Como não era possível que uma única igreja se estabelecesse em todo o continente, a solução seria criar uma sociedade que seguisse a lei moral natural (a ética cristã básica) mas fosse aberta a todas as denominações. Como os reis da época abusavam do poder apenas para seu próprio bem, era hora de limitar as forças da monarquia. Os vários privilégios da nobreza eram um entrava ao progresso, impedindo que os mais qualificados assumissem as funções no qual era aptos, por isso os europeus importaram da cultura chinesa a meritocracia, copiando o sistema de escolher burocratas por exames baseados nos conhecimentos de clássicos da civilização.
Os iluministas acreditavam piamente estarem trabalhando para estabelecer um mundo melhor de conhecimento e liberdade. Muitos se comparavam a Newton, querendo progredir o entendimento do ser humano, do mesmo modo que Newton tinha feito com a física. O século 19 apontou que eles estavam sendo bem-sucedidos. As monarquias da Europa foram se tornando menos elitizadas e violentas. O conhecimento científico disparou como nunca antes na história, a escravidão foi abolida, a medicina começou a curar males que nunca se imaginou possível e as mulheres tiveram suas primeiras conquistas sociais.

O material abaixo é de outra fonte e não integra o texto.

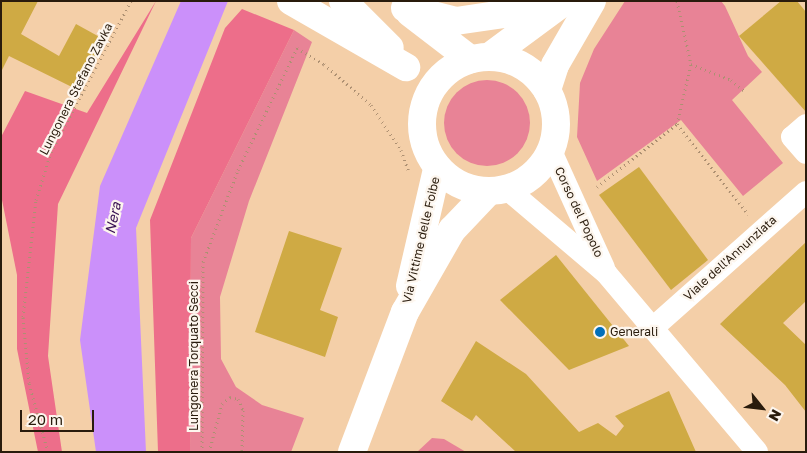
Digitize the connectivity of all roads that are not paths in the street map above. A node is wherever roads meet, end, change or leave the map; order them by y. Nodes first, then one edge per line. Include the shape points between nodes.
1 (291, 1) edge
2 (343, 1) edge
3 (356, 1) edge
4 (532, 1) edge
5 (566, 1) edge
6 (592, 1) edge
7 (400, 5) edge
8 (434, 33) junction
9 (479, 58) junction
10 (406, 67) junction
11 (547, 90) junction
12 (429, 92) junction
13 (806, 125) edge
14 (551, 151) junction
15 (806, 153) edge
16 (437, 169) junction
17 (498, 191) junction
18 (806, 192) edge
19 (606, 273) junction
20 (405, 312) junction
21 (655, 326) junction
22 (352, 452) edge
23 (757, 452) edge

1 - 10 street
2 - 10 street
3 - 8 street
4 - 7 street via 510,13 456,21
5 - 9 street
6 - 11 street via 555,65
7 - 8 street
8 - 9 street
9 - 11 street via 522,65
9 - 12 street via 453,67
10 - 12 street
11 - 14 street via 555,110
12 - 16 street via 421,118 424,145
13 - 15 street via 792,138
14 - 17 street via 526,181
14 - 19 street, Corso del Popolo
16 - 17 street via 451,182
16 - 20 street, Via Vittime delle Foibe
17 - 19 street, Corso del Popolo
17 - 20 street, Via Vittime delle Foibe via 452,230
18 - 21 street, Viale dell'Annunziata
19 - 21 street, Corso del Popolo
20 - 22 street, Via Vittime delle Foibe
21 - 23 street, Corso del Popolo

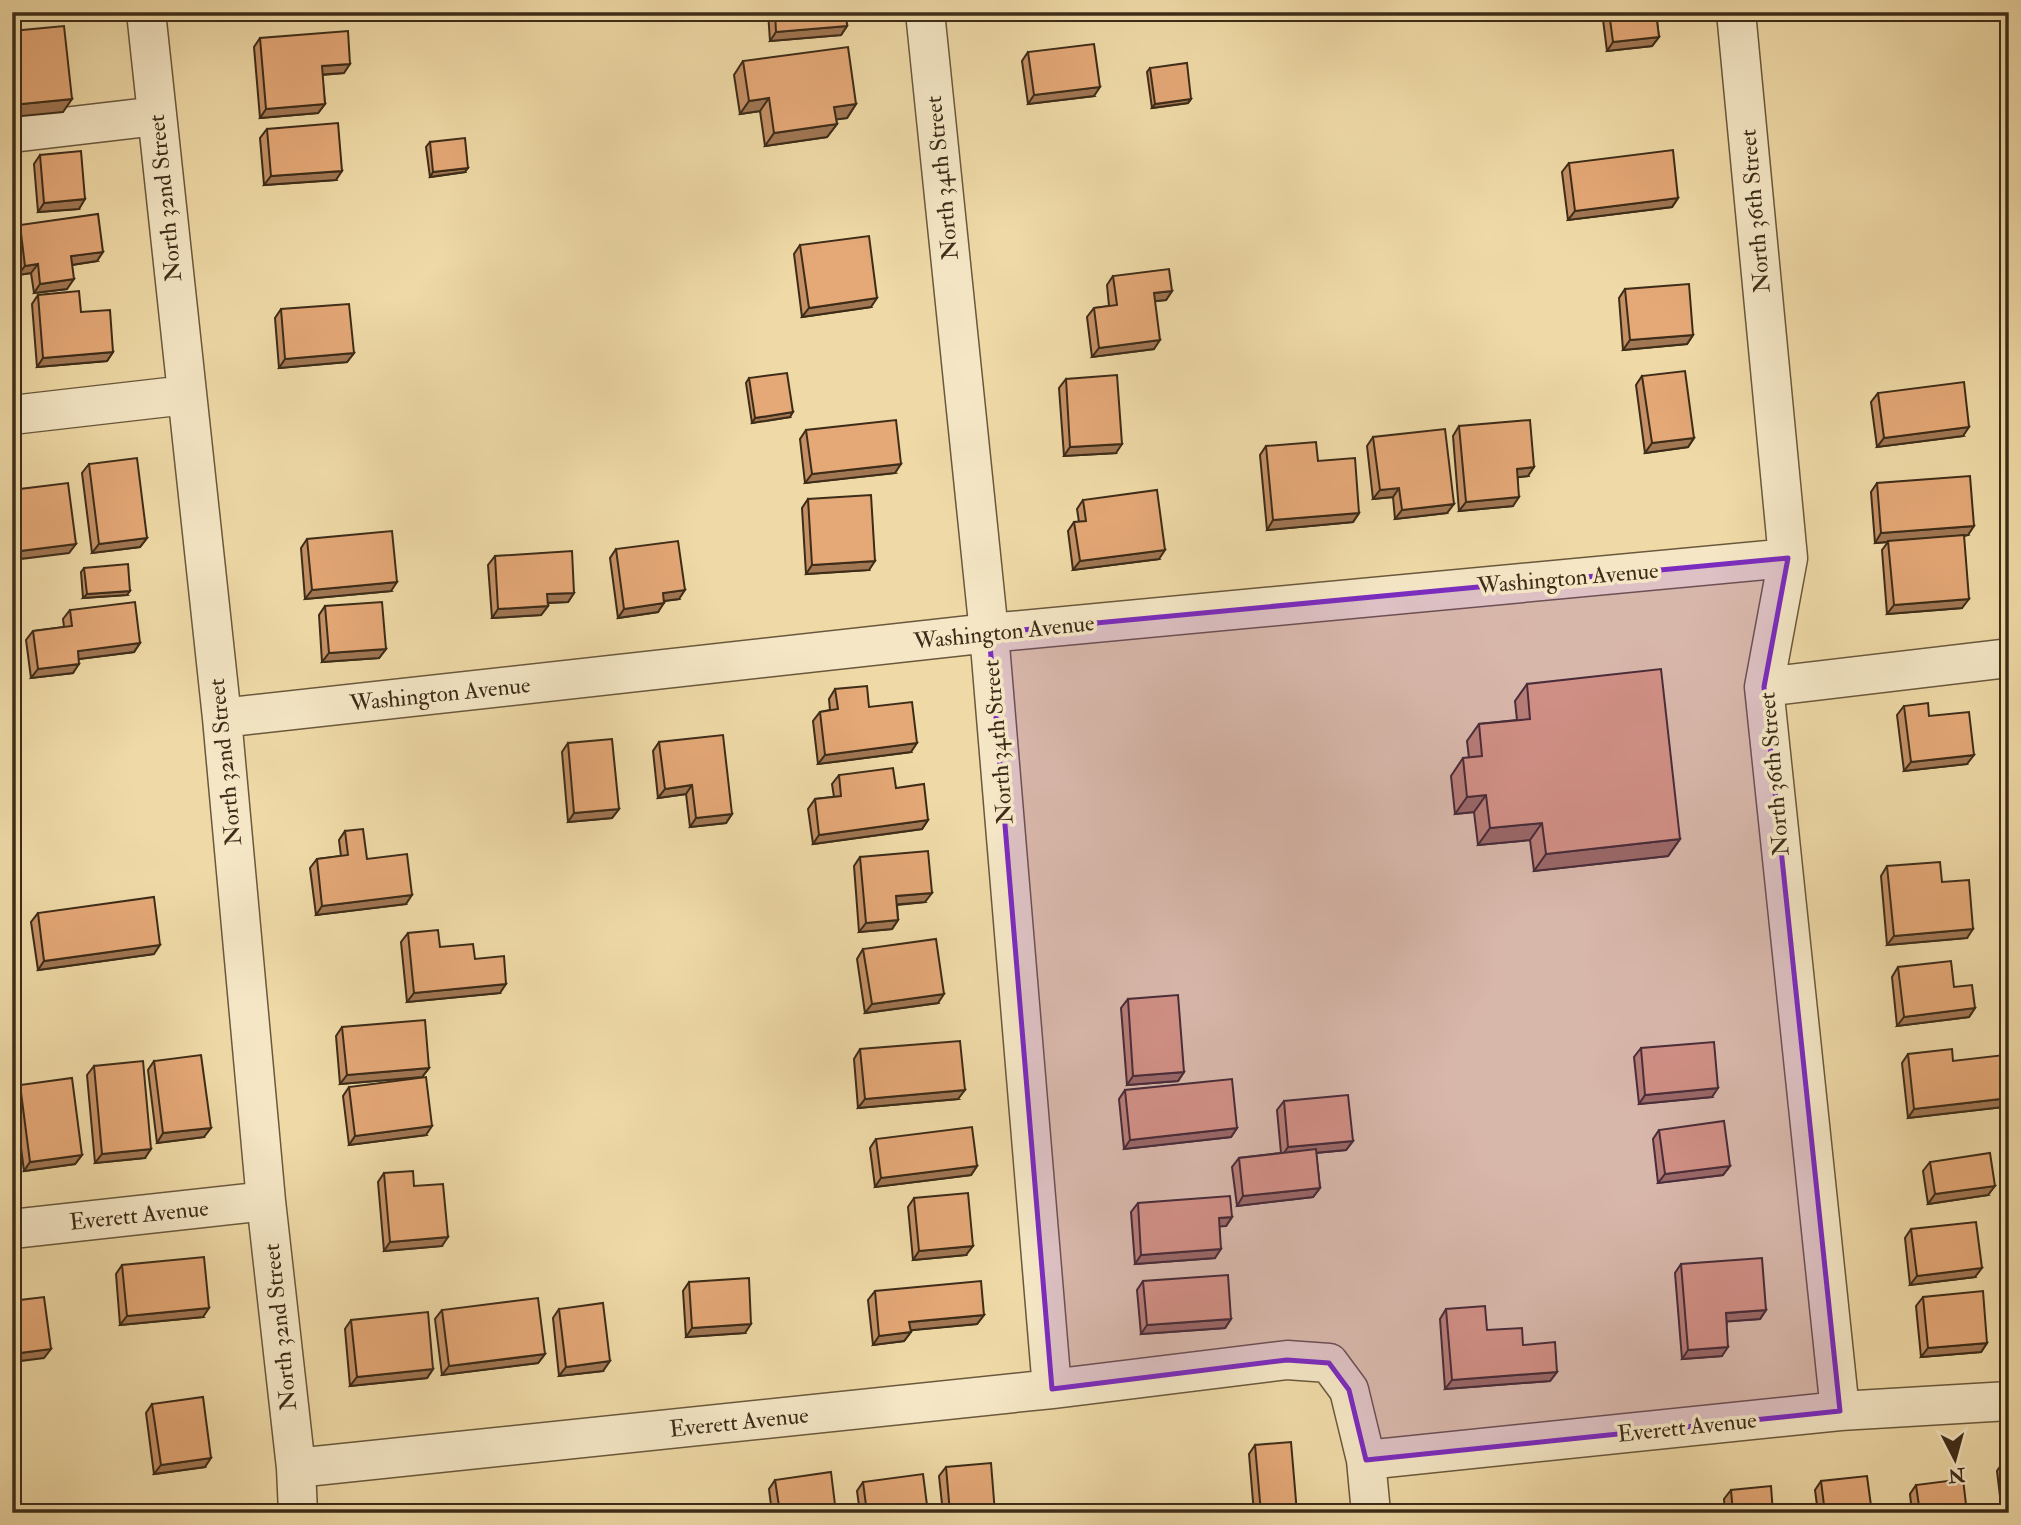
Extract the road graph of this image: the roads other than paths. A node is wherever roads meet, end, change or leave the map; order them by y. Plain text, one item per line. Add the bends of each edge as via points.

A prosperidade sem fim da época apontava para um futuro brilhante, por toda a Europa muitos estavam impregnados com a filosofia positivista que pregava a chegada de uma nova era utópica comandada por cientistas em que tudo seria reorganizado para o progresso e razão. Escritores como H. G. Wells sonhavam com um mundo perfeito em que toda humanidade viveria em paz e união. Alguns dos sonhadores do século como Willian Godwin iam mais longe acreditando que um dia talvez os homens pudessem se tornar imortais.

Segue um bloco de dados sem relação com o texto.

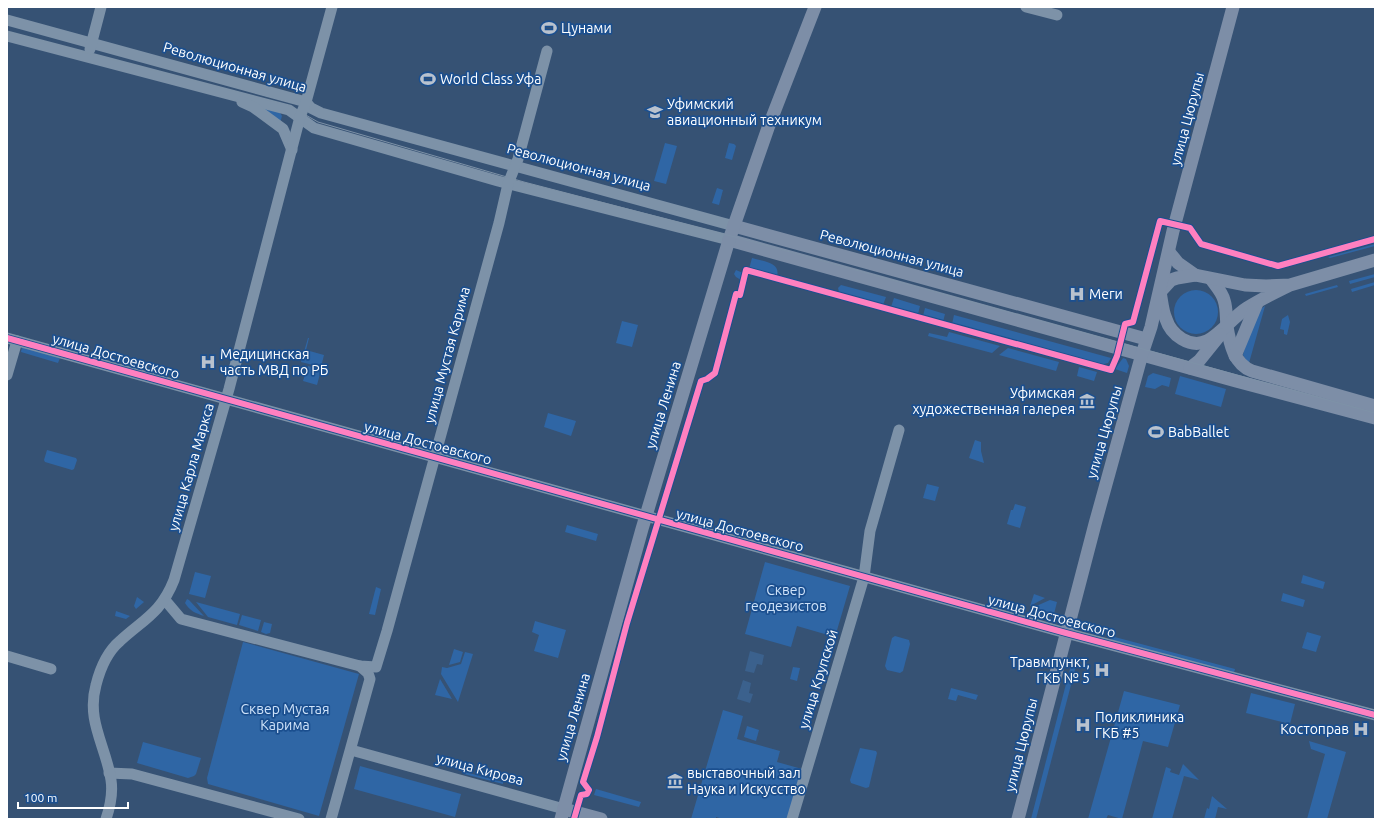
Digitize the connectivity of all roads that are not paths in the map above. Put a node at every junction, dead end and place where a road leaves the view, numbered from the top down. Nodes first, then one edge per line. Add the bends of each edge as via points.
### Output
1 (101, 7) edge
2 (332, 7) edge
3 (815, 7) edge
4 (1026, 7) edge
5 (1233, 7) edge
6 (1057, 15) dead end
7 (7, 20) edge
8 (7, 36) edge
9 (91, 43) junction
10 (547, 51) dead end
11 (88, 57) junction
12 (228, 94) junction
13 (306, 102) junction
14 (300, 117) junction
15 (292, 150) junction
16 (515, 166) junction
17 (508, 184) junction
18 (734, 226) junction
19 (729, 240) junction
20 (1169, 252) junction
21 (1375, 260) edge
22 (1196, 275) junction
23 (1211, 279) junction
24 (1290, 285) junction
25 (1160, 292) junction
26 (1257, 303) junction
27 (1227, 326) junction
28 (1146, 339) junction
29 (12, 340) edge
30 (1142, 354) junction
31 (1235, 356) junction
32 (1190, 368) junction
33 (7, 375) edge
34 (226, 399) junction
35 (1375, 406) edge
36 (1375, 418) edge
37 (899, 430) dead end
38 (435, 457) junction
39 (646, 516) junction
40 (864, 577) junction
41 (165, 600) junction
42 (1066, 632) junction
43 (7, 656) edge
44 (360, 666) junction
45 (51, 669) dead end
46 (1375, 715) edge
47 (351, 750) junction
48 (109, 773) junction
49 (563, 814) edge
50 (106, 819) edge
51 (299, 819) edge
52 (331, 819) edge
53 (601, 819) edge
54 (792, 819) edge
55 (1018, 819) edge

1 - 9 street
2 - 13 street, улица Карла Маркса
3 - 18 main road, улица Ленина via 768,128
4 - 6 street
5 - 20 main road, улица Цюрупы
7 - 9 street, Революционная улица
8 - 11 street, Революционная улица
9 - 11 street
9 - 13 street, Революционная улица
10 - 16 street, улица Мустая Карима
11 - 12 street, Революционная улица
12 - 14 street, Революционная улица via 289,110
12 - 15 street via 253,107 283,129
13 - 14 street, улица Карла Маркса
13 - 16 street, Революционная улица via 321,114
14 - 15 street, улица Карла Маркса
14 - 17 street, Революционная улица via 314,128
15 - 34 street, улица Карла Маркса
16 - 17 street, улица Мустая Карима
16 - 18 street, Революционная улица
17 - 19 street, Революционная улица
17 - 38 street, улица Мустая Карима
18 - 19 main road, улица Ленина
18 - 28 main road, Революционная улица
19 - 30 main road
19 - 39 main road, улица Ленина
20 - 22 main road via 1178,263
20 - 25 main road, улица Цюрупы
21 - 24 main road
22 - 23 main road
22 - 25 main road via 1171,280
23 - 24 main road via 1245,285
23 - 27 main road via 1224,299
24 - 26 main road
25 - 27 main road via 1166,319 1175,334 1184,340 1196,343 1207,341
25 - 28 main road, улица Цюрупы
26 - 27 main road
26 - 31 main road
27 - 31 main road
27 - 32 main road via 1207,352
28 - 30 main road, улица Цюрупы
29 - 33 street
29 - 34 street, улица Достоевского
30 - 32 main road
30 - 42 main road, улица Цюрупы
31 - 35 main road via 1249,370
32 - 36 main road
34 - 38 street, улица Достоевского
34 - 41 street, улица Карла Маркса via 179,567
37 - 40 street, улица Крупской via 870,531
38 - 39 street, улица Достоевского
38 - 44 street, улица Мустая Карима via 376,667
39 - 40 street, улица Достоевского
39 - 49 main road, улица Ленина
40 - 42 street, улица Достоевского
40 - 54 street, улица Крупской
41 - 44 street via 181,619
41 - 48 street, улица Карла Маркса via 141,625 120,641 100,669 95,687 93,713
42 - 46 street, улица Достоевского
42 - 55 main road, улица Цюрупы
43 - 45 street
44 - 47 street via 368,673 370,679
47 - 49 street, улица Кирова
47 - 52 street
48 - 50 street, улица Карла Маркса via 112,790
48 - 51 street via 132,774
49 - 53 main road, улица Кирова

Ainda que o otimismo estivesse em alta, o choque que atingiu a humanidade no século 20 seria profundo. As duas guerras mundiais, a crise econômica de 1929, os regimes totalitários e guerra fria, todos esses eventos contribuíram para minar a confiança que o mundo moderno atribuía ao progresso. Os intelectuais do século apresentavam uma visão de mundo muito mais sombria que seus equivalentes em épocas anteriores. Adorno e Horkheimer acusaram a razão de ser cumplice da opressão e da injustiça. Seu discípulo Herbert Marcuse considerava a ciência parte da ideologia de dominação que mantem tanto ricos quanto pobres alienados.
Os jovens dos anos 1960 se rebelaram, pela primeira vez preocupados que a guerra nuclear pudesse extinguir a humanidade devido a uma decisão inconsequente. A preocupação com o meio ambiente e o bem-estar da natureza se tornou uma pauta cada vez mais importante. Pensadores críticos da cultura ocidental (apelidados de pós-modernos por sua rejeição dos valores da modernidade) começavam a alegar que a liberdade democrática era uma ilusão e que o progresso havia na realidade criado apenas uma prisão mais confortável que deixava seus inquilinos acomodados as suas celas.

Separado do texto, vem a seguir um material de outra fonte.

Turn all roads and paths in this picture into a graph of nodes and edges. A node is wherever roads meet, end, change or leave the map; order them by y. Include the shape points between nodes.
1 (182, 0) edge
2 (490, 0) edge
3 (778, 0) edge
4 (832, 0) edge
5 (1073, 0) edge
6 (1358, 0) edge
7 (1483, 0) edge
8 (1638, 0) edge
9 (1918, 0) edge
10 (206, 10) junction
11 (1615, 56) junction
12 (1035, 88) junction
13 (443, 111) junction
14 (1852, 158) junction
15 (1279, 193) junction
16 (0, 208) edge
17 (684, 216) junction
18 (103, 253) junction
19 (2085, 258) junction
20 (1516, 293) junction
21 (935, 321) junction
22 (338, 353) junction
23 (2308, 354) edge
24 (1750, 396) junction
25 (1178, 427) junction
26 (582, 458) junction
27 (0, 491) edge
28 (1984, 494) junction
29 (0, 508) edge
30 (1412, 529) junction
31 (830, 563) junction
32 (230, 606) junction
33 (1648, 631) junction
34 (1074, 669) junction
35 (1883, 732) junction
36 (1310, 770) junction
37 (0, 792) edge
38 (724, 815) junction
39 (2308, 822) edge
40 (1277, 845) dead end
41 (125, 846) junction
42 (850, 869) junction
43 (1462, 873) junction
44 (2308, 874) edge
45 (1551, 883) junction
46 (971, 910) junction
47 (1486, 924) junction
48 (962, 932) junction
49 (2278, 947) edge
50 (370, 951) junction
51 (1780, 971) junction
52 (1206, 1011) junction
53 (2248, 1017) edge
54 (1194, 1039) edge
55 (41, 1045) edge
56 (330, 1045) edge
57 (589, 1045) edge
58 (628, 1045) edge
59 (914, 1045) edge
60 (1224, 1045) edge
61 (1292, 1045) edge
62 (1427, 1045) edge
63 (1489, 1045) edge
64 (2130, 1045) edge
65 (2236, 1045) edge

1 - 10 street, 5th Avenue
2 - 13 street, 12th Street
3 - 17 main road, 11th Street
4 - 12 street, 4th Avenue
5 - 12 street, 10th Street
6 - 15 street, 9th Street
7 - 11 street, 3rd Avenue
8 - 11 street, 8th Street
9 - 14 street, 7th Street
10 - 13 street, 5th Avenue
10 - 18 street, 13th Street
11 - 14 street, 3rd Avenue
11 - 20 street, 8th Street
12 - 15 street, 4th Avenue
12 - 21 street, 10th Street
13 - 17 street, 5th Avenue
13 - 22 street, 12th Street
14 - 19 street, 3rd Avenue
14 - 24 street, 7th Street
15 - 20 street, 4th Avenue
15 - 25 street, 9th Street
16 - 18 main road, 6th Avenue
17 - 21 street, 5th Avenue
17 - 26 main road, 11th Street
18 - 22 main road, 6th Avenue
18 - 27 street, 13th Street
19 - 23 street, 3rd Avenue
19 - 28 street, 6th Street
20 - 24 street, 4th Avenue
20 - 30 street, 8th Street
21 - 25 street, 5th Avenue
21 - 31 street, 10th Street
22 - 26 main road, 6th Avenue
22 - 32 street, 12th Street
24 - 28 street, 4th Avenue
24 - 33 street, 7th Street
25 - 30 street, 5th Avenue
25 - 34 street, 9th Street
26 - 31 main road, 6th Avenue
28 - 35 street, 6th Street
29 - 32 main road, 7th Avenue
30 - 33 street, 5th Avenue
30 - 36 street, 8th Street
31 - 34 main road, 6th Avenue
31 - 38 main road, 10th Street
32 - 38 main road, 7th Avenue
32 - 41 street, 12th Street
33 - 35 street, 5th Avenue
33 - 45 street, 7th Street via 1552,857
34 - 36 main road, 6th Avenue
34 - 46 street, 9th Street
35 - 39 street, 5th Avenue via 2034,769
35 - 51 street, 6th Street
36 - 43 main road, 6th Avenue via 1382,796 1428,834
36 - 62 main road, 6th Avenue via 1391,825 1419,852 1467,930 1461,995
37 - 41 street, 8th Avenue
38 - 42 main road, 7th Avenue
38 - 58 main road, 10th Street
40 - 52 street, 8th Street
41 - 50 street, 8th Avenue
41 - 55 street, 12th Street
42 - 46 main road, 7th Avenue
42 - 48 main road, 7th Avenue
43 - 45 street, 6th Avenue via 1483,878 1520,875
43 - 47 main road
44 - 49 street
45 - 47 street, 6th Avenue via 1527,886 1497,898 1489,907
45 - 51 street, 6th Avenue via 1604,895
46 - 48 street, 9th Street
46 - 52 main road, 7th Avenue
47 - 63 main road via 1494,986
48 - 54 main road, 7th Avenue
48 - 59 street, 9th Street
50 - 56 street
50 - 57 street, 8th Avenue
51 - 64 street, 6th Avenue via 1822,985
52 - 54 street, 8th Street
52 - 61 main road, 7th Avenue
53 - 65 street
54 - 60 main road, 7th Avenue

O século 21 ainda se encontra em uma encruzilhada, as novas gerações ainda buscam solucionar os problemas da sociedade, mas o clima de otimismo está muito reduzido. Boa parte dos jovens são mais desiludidos do que esperançosos com o futuro. A crise ambiental começou a apresentar os primeiros sinais das mudanças que trará. Após décadas de estabilidade, o mundo está volátil politicamente com guerras, a economia a anos estagnada e o saudosismo com o passado é cada vez maior especialmente entre os mais velhos que não aprovam a direção que o mundo caminha. Como não se poderia prever o mundo que iria surgir do fim da Idade média, ainda não é possível prever como a civilização vai evoluir e se adaptar à realidade neste século, se o espírito de progresso vai retornar ou a visão pessimista irá prevalecer.